Affiliate marketing can be lucrative, but industry pitfalls can involve profit-gobbling hassles. So, how can you avoid issues? Here are five tips to dodge affiliate marketing problems.
Since 2013, the United States Federal Trade Commission has required websites to disclose material relationships, including promotional incentives. Failing to let consumers know about these types of associations could result in an FTC investigation or action — not to mention a hefty fine.
Native Advertising Guidelines
I’m sorry to break the news, but the party is over. After years of hemming-and-hawing over native advertising rules, the Federal Trade Commission released guidelines for the space. You can read more about them depth here. In short, the FTC’s Native Advertising: A Guide For Businesses hammers home one thing: DO NOT make native advertising look like editorial content (i.e., Slow your click-bait roll, if said click-bait is actually advertising).
Tip: The guidelines specifically cite “Promoted Stories” as an unacceptable header for native advertising sections. If you use it, consider changing it.
Playing liability hot-potato won’t get you far in an FTC “unfair and deceptive marketing” investigation. Brands and networks can’t blame individual affiliates for using out-of-bounds tactics, especially if there’s reason to believe the network knew about it. If a network encourages questionable actions, it definitely can’t point the finger elsewhere.

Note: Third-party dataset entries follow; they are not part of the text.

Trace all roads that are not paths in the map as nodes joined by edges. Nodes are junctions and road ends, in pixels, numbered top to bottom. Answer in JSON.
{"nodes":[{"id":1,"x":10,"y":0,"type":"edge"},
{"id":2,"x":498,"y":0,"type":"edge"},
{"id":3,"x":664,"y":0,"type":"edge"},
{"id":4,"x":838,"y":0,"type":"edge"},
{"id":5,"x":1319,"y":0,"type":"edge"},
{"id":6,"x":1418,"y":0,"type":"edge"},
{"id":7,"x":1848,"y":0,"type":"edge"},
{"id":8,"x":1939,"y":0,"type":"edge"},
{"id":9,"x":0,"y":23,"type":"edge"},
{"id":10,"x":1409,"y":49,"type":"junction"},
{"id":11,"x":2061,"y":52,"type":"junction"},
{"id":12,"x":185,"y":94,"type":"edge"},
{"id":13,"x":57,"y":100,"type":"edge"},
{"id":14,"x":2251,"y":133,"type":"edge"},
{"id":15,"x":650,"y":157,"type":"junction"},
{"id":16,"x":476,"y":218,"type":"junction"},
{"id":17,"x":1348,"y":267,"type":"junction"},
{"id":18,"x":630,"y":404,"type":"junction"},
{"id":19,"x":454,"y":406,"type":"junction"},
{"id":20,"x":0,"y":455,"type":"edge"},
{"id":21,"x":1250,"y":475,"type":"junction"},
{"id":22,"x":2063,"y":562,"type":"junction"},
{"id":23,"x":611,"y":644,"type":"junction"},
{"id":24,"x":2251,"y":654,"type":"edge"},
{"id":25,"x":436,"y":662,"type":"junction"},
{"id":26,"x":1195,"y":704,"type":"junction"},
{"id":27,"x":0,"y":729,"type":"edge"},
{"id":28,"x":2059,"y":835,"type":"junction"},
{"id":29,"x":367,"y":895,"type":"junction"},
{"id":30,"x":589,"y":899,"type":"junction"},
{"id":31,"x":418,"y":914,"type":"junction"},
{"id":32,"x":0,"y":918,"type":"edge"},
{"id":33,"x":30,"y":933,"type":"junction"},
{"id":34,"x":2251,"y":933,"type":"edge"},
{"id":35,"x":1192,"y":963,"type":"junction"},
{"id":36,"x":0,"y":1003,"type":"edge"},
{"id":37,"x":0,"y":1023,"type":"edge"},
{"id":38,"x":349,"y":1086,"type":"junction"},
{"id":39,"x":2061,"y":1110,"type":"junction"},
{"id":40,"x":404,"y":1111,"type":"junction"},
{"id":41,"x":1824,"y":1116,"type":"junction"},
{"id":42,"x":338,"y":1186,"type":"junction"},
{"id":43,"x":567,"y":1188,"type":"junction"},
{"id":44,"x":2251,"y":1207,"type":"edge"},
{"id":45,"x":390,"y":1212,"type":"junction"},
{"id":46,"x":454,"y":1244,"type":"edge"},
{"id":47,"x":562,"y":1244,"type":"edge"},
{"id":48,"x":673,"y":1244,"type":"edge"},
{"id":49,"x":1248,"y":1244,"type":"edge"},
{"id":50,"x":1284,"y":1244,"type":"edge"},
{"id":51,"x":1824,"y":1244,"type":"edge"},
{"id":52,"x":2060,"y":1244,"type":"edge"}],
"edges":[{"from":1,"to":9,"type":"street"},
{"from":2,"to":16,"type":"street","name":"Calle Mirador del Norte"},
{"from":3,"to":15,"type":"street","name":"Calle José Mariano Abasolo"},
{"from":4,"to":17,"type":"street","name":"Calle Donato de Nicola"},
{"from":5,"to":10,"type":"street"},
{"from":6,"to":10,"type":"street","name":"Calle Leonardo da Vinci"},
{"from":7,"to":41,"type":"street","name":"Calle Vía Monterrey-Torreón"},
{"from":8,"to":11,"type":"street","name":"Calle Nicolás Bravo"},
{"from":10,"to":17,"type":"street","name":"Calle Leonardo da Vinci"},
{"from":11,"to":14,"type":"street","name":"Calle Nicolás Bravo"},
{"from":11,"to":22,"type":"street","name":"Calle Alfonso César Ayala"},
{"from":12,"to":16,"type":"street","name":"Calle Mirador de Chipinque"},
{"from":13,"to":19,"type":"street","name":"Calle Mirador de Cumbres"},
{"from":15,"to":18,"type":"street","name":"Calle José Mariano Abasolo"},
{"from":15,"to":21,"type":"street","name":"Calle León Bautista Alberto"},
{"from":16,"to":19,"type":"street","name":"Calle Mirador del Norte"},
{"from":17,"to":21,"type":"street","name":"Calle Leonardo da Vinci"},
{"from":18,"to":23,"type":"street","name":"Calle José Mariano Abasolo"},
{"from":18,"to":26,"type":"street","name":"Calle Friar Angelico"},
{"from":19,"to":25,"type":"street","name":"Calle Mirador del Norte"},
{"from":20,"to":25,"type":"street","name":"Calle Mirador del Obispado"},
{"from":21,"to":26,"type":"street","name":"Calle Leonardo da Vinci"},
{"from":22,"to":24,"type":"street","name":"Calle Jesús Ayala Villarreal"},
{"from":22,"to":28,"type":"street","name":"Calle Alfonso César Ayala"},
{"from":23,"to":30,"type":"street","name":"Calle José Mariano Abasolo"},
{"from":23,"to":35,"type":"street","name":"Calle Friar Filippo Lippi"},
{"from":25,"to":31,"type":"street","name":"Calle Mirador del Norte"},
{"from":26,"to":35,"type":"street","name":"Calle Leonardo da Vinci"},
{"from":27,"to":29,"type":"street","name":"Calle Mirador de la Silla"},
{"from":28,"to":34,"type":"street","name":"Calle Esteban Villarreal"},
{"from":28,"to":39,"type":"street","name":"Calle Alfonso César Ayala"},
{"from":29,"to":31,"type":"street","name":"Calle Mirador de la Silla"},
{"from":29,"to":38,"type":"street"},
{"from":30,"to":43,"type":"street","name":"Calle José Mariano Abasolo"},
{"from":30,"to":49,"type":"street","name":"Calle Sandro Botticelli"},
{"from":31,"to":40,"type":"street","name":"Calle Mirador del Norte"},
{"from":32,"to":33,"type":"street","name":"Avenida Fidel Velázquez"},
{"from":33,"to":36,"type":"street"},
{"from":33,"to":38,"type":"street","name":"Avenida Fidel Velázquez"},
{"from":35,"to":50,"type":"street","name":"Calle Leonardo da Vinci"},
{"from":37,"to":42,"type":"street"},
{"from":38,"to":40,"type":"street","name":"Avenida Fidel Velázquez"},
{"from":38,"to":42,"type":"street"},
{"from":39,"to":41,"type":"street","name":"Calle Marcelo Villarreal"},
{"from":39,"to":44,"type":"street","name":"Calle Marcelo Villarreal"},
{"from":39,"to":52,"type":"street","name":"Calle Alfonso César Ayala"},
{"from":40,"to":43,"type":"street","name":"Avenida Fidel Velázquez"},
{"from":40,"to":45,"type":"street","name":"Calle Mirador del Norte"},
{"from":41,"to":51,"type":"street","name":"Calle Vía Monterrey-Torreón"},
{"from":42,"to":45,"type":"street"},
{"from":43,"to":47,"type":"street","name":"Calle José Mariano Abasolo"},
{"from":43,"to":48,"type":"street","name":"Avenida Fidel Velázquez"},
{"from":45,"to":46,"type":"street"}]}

Conversely, individual affiliates can’t blame a network for forcing the use of underhanded methods.
In other words: everyone is responsible for their part in an “unfair and deceptive” marketing act.
Social Media Hashtags
To hashtag or not to hashtag, THAT is the question — at least it is for many online marketers. And it’s a tough one, too, because in some instances, the risks associated with omitting a #regulatoryHashtag don’t outweigh the potential rewards.
Now, please don’t think we’re condoning regulatory disobedience. We’re not. But we are pointing out a reality about social media promotions.
And be warned: the FTC is cracking down on companies that don’t use promotional disclosures on social media. In fact, the Commission slapped Lord & Taylor with a hefty fine because of a Twitter-Instagram-Facebook hashtag faux pas. You can read about the incident here.
So, what’s the hard-and-fast compliance rule for social media marketing? Make sure your affiliates and influencers use a #paid, #sponsored, or #ad hashtag when publishing marketing posts on your behalf.
A Note About Canada
We’ll end this post with a nugget of cross-border advice for U.S. affiliates that market to Canadians. In 2014, Canada’s Parliament passed rigorous anti-spam legislation. So, if you sell to those kind-hearted hockey fans above the 49th parallel, be careful how you engage via email with your customers.